***** ENTRIES PROVIDED *****

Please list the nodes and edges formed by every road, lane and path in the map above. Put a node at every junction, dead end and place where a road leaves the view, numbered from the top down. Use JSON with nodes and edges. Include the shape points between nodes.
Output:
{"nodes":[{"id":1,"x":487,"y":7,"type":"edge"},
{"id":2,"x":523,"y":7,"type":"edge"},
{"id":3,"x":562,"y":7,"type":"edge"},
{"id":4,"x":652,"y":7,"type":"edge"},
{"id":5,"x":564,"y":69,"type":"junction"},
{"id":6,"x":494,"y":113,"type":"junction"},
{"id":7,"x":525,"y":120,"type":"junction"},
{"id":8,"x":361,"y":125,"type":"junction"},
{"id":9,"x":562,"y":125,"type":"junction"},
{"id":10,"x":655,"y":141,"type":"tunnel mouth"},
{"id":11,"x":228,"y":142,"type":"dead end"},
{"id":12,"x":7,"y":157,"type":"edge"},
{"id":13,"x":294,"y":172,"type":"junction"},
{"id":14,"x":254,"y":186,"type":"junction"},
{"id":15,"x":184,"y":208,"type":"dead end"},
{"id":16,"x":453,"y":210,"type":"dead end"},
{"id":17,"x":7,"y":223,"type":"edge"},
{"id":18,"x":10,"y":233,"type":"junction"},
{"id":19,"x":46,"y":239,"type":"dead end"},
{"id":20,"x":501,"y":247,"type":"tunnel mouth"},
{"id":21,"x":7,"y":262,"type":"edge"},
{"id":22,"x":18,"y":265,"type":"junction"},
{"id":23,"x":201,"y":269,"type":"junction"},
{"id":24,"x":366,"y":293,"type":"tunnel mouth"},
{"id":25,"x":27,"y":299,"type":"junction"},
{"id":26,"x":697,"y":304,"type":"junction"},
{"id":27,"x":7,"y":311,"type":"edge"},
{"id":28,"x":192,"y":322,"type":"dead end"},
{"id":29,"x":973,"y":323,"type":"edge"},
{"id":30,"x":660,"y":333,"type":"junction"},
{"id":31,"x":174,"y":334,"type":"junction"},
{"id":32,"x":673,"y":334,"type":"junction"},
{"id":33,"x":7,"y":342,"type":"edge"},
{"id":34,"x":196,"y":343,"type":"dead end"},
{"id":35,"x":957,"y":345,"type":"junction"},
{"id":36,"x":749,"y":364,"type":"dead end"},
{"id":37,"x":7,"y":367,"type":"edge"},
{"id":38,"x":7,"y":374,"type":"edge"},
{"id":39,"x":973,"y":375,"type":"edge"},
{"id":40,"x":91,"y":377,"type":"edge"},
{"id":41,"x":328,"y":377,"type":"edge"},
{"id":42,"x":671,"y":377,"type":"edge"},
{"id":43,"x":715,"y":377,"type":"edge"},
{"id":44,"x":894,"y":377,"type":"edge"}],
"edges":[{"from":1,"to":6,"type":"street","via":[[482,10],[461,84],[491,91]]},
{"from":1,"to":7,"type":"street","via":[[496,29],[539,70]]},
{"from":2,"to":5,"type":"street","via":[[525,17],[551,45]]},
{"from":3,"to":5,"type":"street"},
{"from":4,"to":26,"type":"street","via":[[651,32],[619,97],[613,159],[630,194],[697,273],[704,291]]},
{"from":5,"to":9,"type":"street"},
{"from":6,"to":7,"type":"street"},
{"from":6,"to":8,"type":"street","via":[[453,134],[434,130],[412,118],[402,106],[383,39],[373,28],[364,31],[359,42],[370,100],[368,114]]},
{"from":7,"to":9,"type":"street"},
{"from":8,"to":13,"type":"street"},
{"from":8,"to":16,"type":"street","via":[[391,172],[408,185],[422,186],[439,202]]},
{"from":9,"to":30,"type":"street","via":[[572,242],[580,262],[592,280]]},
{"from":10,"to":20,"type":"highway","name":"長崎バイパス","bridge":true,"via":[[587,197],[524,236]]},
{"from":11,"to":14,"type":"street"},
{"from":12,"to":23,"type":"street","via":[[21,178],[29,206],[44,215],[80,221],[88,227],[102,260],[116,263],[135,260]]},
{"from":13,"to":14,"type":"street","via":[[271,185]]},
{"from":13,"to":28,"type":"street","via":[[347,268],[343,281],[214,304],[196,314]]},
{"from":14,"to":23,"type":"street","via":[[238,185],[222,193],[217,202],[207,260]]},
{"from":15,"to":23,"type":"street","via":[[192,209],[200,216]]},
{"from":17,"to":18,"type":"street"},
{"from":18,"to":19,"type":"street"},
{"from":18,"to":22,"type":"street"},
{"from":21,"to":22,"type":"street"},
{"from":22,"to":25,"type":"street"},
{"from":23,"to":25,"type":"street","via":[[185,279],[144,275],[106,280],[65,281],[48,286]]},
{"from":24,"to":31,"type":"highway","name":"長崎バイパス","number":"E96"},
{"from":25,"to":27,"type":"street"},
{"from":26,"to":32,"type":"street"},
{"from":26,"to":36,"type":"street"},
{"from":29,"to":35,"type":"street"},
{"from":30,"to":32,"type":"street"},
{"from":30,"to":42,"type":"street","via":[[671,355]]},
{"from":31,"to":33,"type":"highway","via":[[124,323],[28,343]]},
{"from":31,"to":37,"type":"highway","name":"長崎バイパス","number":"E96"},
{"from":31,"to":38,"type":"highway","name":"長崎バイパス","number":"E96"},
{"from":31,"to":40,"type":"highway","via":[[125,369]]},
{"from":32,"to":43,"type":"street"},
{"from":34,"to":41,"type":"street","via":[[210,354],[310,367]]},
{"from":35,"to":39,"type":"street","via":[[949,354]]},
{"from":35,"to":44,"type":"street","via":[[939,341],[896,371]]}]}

*****

▸ **WHAT TO WORK ON**
Wherever a line in the records contains the word "name", copy that line.

▸ **REPLY TO THE TASK**
{"from":10,"to":20,"type":"highway","name":"長崎バイパス","bridge":true,"via":[[587,197],[524,236]]},
{"from":24,"to":31,"type":"highway","name":"長崎バイパス","number":"E96"},
{"from":31,"to":37,"type":"highway","name":"長崎バイパス","number":"E96"},
{"from":31,"to":38,"type":"highway","name":"長崎バイパス","number":"E96"},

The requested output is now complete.